Gary Cooper, 48, a Flames season ticketholder since the 2003-04 play-off run, also attended the development camps, sitting in a different location in the Saddledome.
I caught up with him via email and asked him to weigh in.
His response: “I was at the Sunday practice and I thought Backlund was the best player on the ice. His defensive positioning and poise looked much improved over last year.
“He really seemed to have a lot of jump in his legs. He was having lots of fun and was moving the puck well,” he added.
I mentioned that Mikael Backlund was expected to spark the first line, backing up top forward Alex Tanguay — who signed a five-year extension over the summer with the Flames — as well as our trusty captain number 12, Jarome Iginla. Cooper agreed with me.
Cooper was also impressed with Henrik Karlsson, whose competitive spirit seemed to be infectious.
No doubt Karlsson — nicknamed the Calgary Tower — is a well needed assistant to our main goal-tending man Kipper, whose days of playing over eighty games a season are way overdue.
And Twitter pals Kelsey Higden, 16, and Rebekah Green, 19, no doubt love the Calgary Flames. In fact, almost every tweet of theirs during a Flames game is almost real-time action.
Whether they must catch the game on Fan 960, stream it from the official website — or luck out and have the night off from studying to catch it in high definition — they almost never miss a game.
“I’ve been a Flames fan since 2004,” Green said. “I love how the Flames can bring the city together.”
“I went to the development camp at the beginning of summer and thought Sven Baertschi looked really good. After watching him play in an actual game, I’ve been even more impressed. I think he’ll go a long way in the NHL.”
“I’ve been a Flames fan pretty much my whole life. It has always been a part of my family’s life,” Higden stated. “Watching the games, cheering the Flames on every year, it’s just something I’ve always been around.”

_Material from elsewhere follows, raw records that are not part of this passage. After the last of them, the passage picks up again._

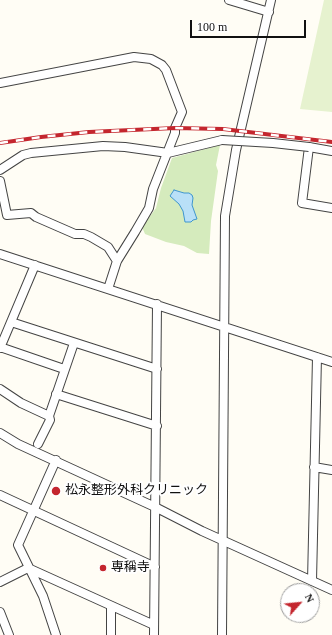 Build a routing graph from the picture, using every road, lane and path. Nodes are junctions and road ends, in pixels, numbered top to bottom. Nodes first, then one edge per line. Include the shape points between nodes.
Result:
1 (228, 0) edge
2 (272, 0) edge
3 (269, 12) junction
4 (0, 83) edge
5 (309, 147) junction
6 (332, 151) edge
7 (168, 153) junction
8 (0, 170) edge
9 (0, 181) edge
10 (332, 208) edge
11 (0, 254) edge
12 (117, 261) junction
13 (36, 265) junction
14 (108, 289) junction
15 (157, 304) junction
16 (11, 322) junction
17 (224, 327) junction
18 (74, 343) junction
19 (0, 347) edge
20 (317, 357) junction
21 (332, 362) edge
22 (64, 369) junction
23 (157, 369) junction
24 (0, 389) edge
25 (56, 394) junction
26 (49, 416) junction
27 (157, 426) junction
28 (0, 433) edge
29 (38, 444) dead end
30 (56, 460) junction
31 (314, 467) junction
32 (332, 470) edge
33 (0, 495) edge
34 (155, 507) junction
35 (33, 511) junction
36 (224, 541) junction
37 (155, 567) junction
38 (28, 568) junction
39 (312, 581) junction
40 (0, 582) edge
41 (332, 590) edge
42 (111, 606) junction
43 (0, 612) edge
44 (154, 625) junction
45 (9, 635) edge
46 (56, 635) edge
47 (111, 635) edge
48 (154, 635) edge
49 (222, 635) edge

1 - 3 street
2 - 3 street
3 - 17 street via 236,150 225,216
4 - 7 street via 134,57 150,59 162,64 166,70 182,112
5 - 6 street
5 - 7 street, bridge via 222,140
5 - 10 street via 302,203
7 - 8 street via 98,146 31,153 23,155
7 - 12 street via 153,189 149,208
9 - 12 street via 7,215 31,213 75,234 84,234 108,247
11 - 13 street
12 - 14 street
13 - 14 street
13 - 16 street
14 - 15 street
15 - 17 street
15 - 23 street
16 - 18 street
16 - 19 street
17 - 20 street
17 - 36 street
18 - 22 street
18 - 23 street
19 - 22 street
20 - 21 street
20 - 31 street
22 - 25 street
23 - 27 street
24 - 26 street via 21,403
25 - 26 street
25 - 27 street
26 - 29 street via 50,420
27 - 34 street
28 - 30 street via 18,444
30 - 34 street
30 - 35 street
31 - 32 street
31 - 39 street
33 - 35 street
34 - 36 street
34 - 37 street
35 - 37 street
35 - 38 street via 18,544
36 - 39 street
36 - 49 street
37 - 44 street
38 - 40 street
38 - 42 street
38 - 46 street via 43,596
39 - 41 street
42 - 44 street
42 - 47 street
43 - 45 street
44 - 48 street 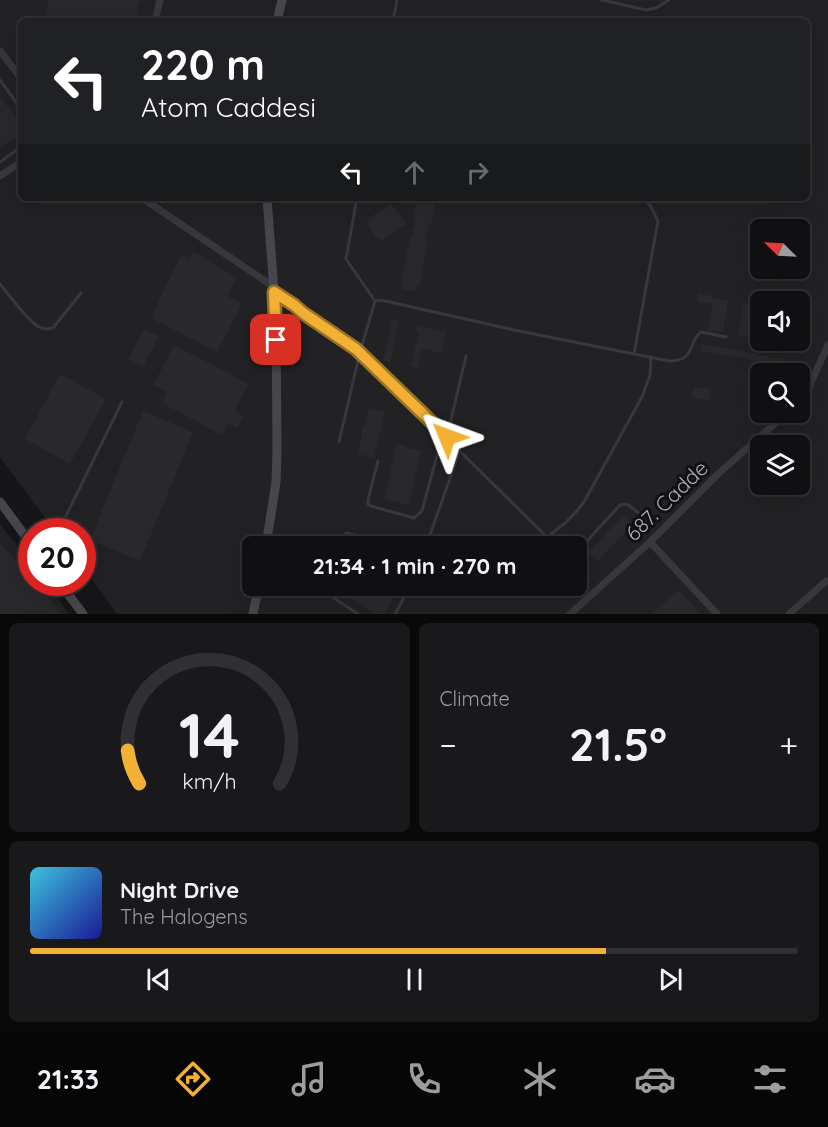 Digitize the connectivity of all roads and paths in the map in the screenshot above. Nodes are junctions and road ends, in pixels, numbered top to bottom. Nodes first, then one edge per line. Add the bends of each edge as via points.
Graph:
1 (160, 0) edge
2 (282, 0) edge
3 (397, 0) edge
4 (602, 0) edge
5 (669, 0) edge
6 (156, 18) edge
7 (278, 18) edge
8 (394, 18) edge
9 (0, 51) edge
10 (18, 74) edge
11 (0, 80) edge
12 (18, 105) edge
13 (18, 149) edge
14 (0, 162) edge
15 (18, 164) edge
16 (0, 176) edge
17 (146, 201) edge
18 (267, 201) edge
19 (356, 201) edge
20 (645, 201) edge
21 (0, 284) edge
22 (274, 290) junction
23 (81, 293) dead end
24 (375, 301) junction
25 (726, 337) dead end
26 (828, 345) edge
27 (360, 352) junction
28 (634, 354) junction
29 (466, 356) dead end
30 (651, 357) junction
31 (810, 386) edge
32 (122, 402) dead end
33 (776, 423) edge
34 (443, 433) junction
35 (447, 437) junction
36 (339, 441) dead end
37 (460, 450) junction
38 (378, 461) dead end
39 (0, 502) edge
40 (640, 514) dead end
41 (66, 518) edge
42 (18, 526) edge
43 (268, 536) edge
44 (430, 536) edge
45 (546, 536) edge
46 (548, 536) edge
47 (587, 541) edge
48 (650, 542) junction
49 (826, 581) dead end
50 (70, 596) edge
51 (257, 596) edge
52 (330, 596) edge
53 (405, 596) edge
54 (83, 614) edge
55 (253, 614) edge
56 (358, 614) edge
57 (395, 614) edge
58 (570, 614) edge
59 (717, 614) edge
60 (789, 614) edge

1 - 6 street
2 - 7 street
3 - 8 lane
4 - 5 lane via 646,9
9 - 10 street
11 - 12 lane
13 - 14 lane
15 - 16 street
17 - 22 street
18 - 22 street
19 - 24 lane via 346,259
20 - 28 lane via 658,220
21 - 23 lane via 43,329 53,328
22 - 27 lane
22 - 43 street via 277,452
24 - 27 lane
24 - 28 lane
25 - 30 lane via 701,332 691,350 677,360
26 - 31 street
27 - 34 lane
27 - 36 lane
28 - 30 lane
29 - 35 lane
30 - 46 lane via 642,397 591,489 576,513
32 - 41 lane
33 - 48 street, 687. Cadde
34 - 35 lane
34 - 38 lane via 422,511 414,518 368,504
35 - 37 lane
37 - 44 lane
37 - 45 lane
39 - 42 street
40 - 47 lane via 627,504 620,506
48 - 58 street, 687. Cadde
48 - 59 street
49 - 60 street
50 - 54 street
51 - 55 street
52 - 56 lane
53 - 57 lane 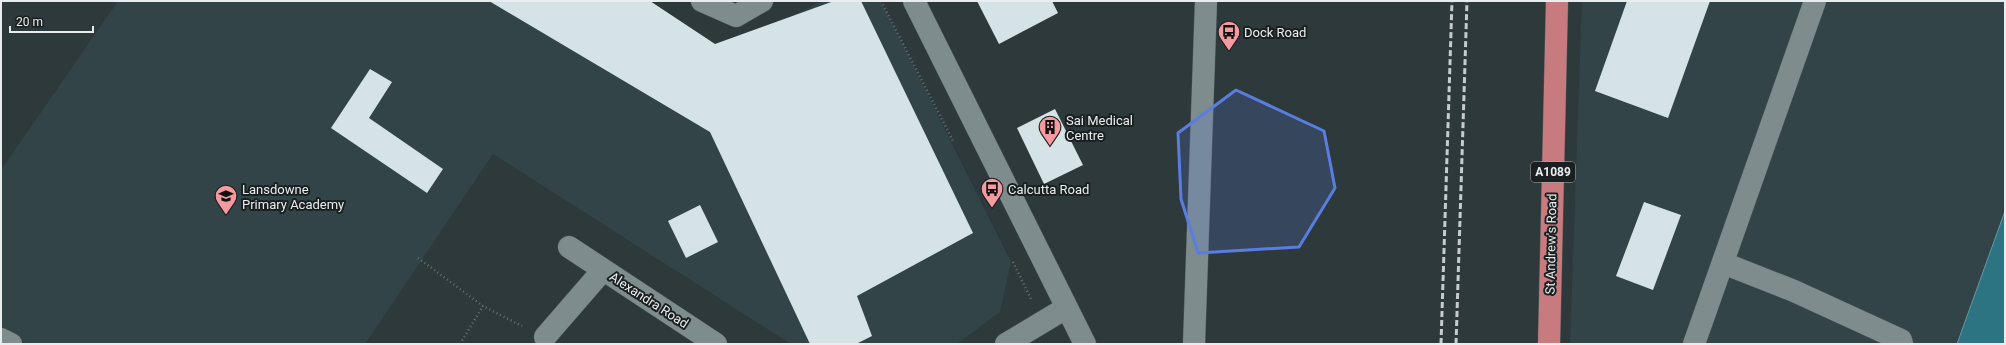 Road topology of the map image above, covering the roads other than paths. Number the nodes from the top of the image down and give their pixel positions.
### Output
1 (702, 1) edge
2 (762, 1) edge
3 (914, 1) edge
4 (1206, 1) edge
5 (1557, 1) edge
6 (1815, 1) edge
7 (568, 247) dead end
8 (1723, 263) junction
9 (603, 270) junction
10 (1066, 308) junction
11 (545, 337) road end
12 (1, 339) edge
13 (708, 342) edge
14 (11, 344) edge
15 (1006, 344) edge
16 (1084, 344) edge
17 (1194, 344) edge
18 (1549, 344) edge
19 (1694, 344) edge
20 (1902, 344) edge

1 - 2 street
3 - 10 street
4 - 17 street
5 - 18 highway, St Andrew's Road / A1089
6 - 8 street
7 - 9 street, Alexandra Road
8 - 19 street
8 - 20 street
9 - 11 street, Alexandra Road
9 - 13 street, Alexandra Road
10 - 15 street
10 - 16 street
12 - 14 street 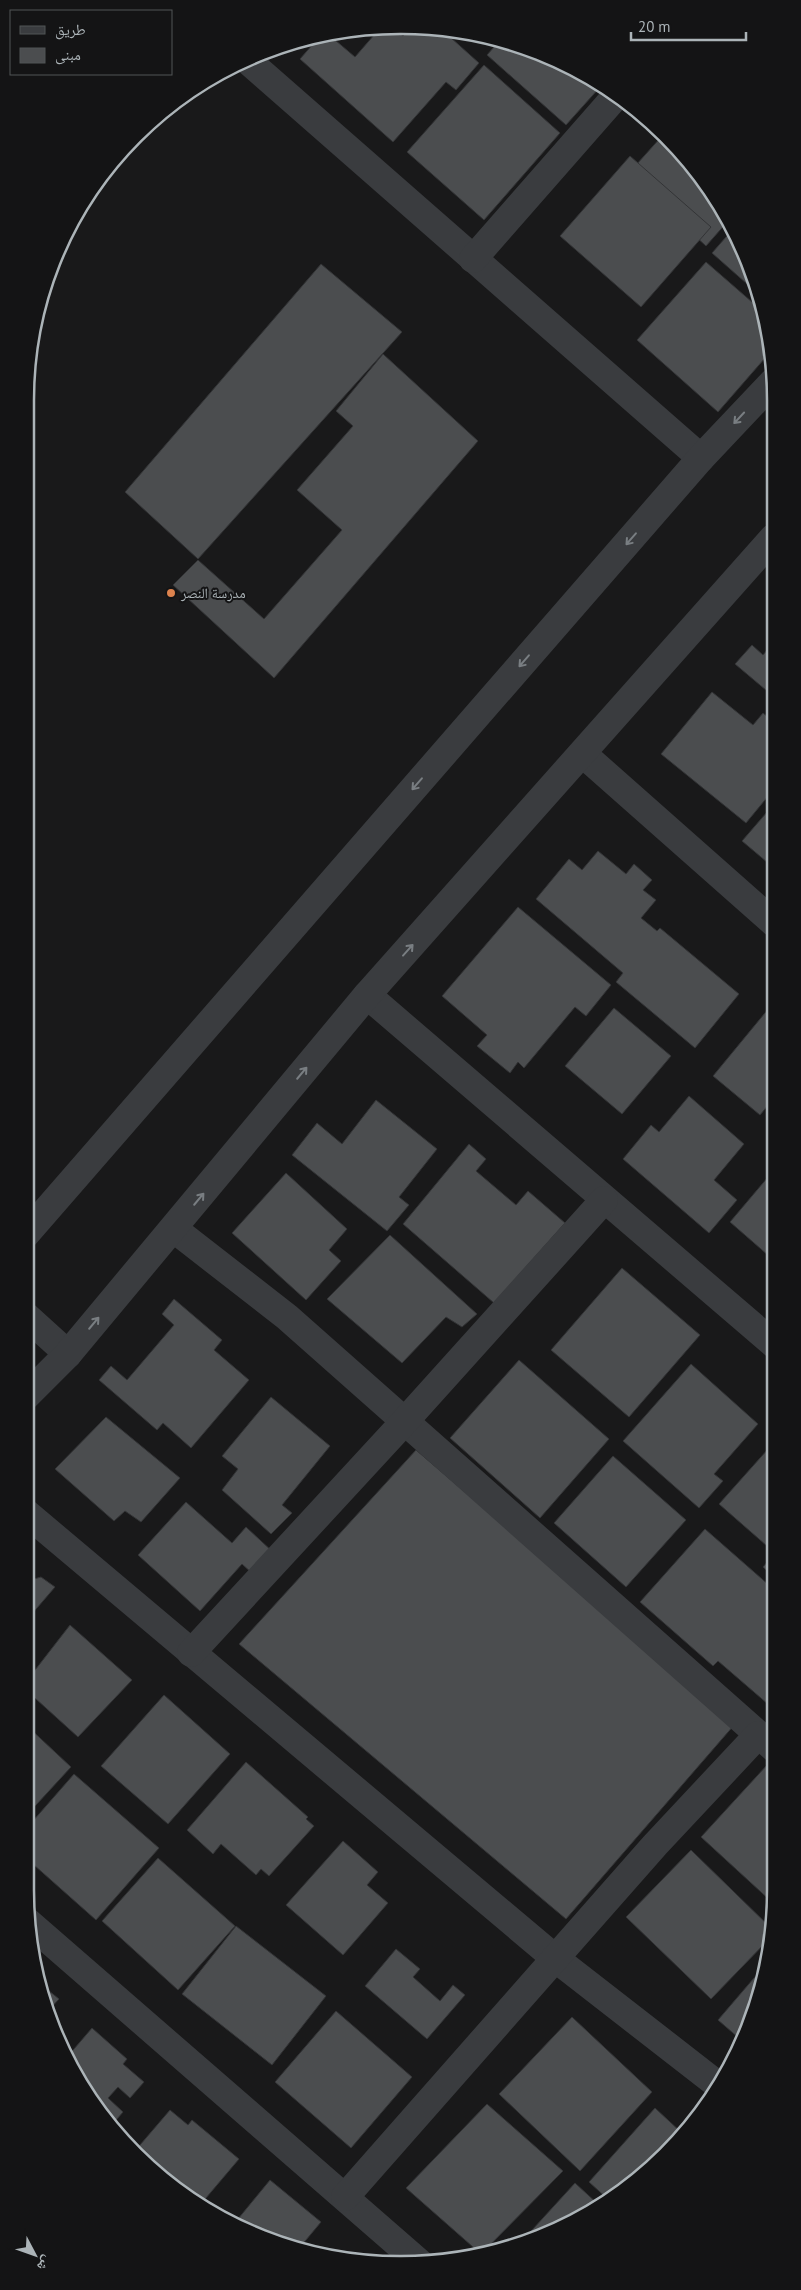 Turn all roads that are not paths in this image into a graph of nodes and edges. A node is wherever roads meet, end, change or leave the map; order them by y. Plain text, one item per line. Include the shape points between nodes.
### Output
1 (253, 65) edge
2 (612, 102) edge
3 (473, 259) junction
4 (767, 389) edge
5 (701, 458) junction
6 (767, 545) edge
7 (583, 754) junction
8 (767, 918) edge
9 (367, 995) junction
10 (604, 1200) junction
11 (34, 1225) edge
12 (174, 1229) junction
13 (34, 1323) edge
14 (767, 1338) edge
15 (68, 1354) junction
16 (34, 1388) edge
17 (405, 1421) junction
18 (34, 1520) edge
19 (191, 1653) junction
20 (767, 1742) edge
21 (36, 1929) edge
22 (556, 1959) junction
23 (713, 2081) edge
24 (345, 2197) junction
25 (411, 2256) edge

1 - 3 street
2 - 3 street
3 - 5 street
4 -> 5 street
5 -> 11 street
6 - 7 street
7 - 8 street
9 -> 7 street
9 - 10 street
12 -> 9 street
10 - 14 street
10 - 17 street
15 -> 12 street
12 - 17 street via 287,1317
13 - 15 street
15 - 16 street
17 - 19 street
17 - 20 street
18 - 19 street
19 - 22 street
20 - 22 street via 655,1846
21 - 24 street
22 - 23 street
22 - 24 street
24 - 25 street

For her, Jordan Henry and Roman Horak were the true stars of the camp. She said she wasn’t expecting much out of either lads, but she noted it was nice to see the chemistry of the two players come together during the pre-season.
So with a few exhibition games under the belts of the prospects — the roster must thin out.
And in most cases a half-dozen guys are vying for the same position.
So for now our baby-faced prospects will flex their pre-mature skills and then some will make their way to their respected junior teams — including the Flames’ farm team known as the Abbotsford Heat.
And just weeks away from the exciting regular season home opener versus the Eastern Conference favorites — the Pittsburgh Penguins — it will be interesting to see who Sutter and company will place the responsibility upon.
Editor’s note: Gary Cooper’s first name was misspelled in our original article and has been corrected.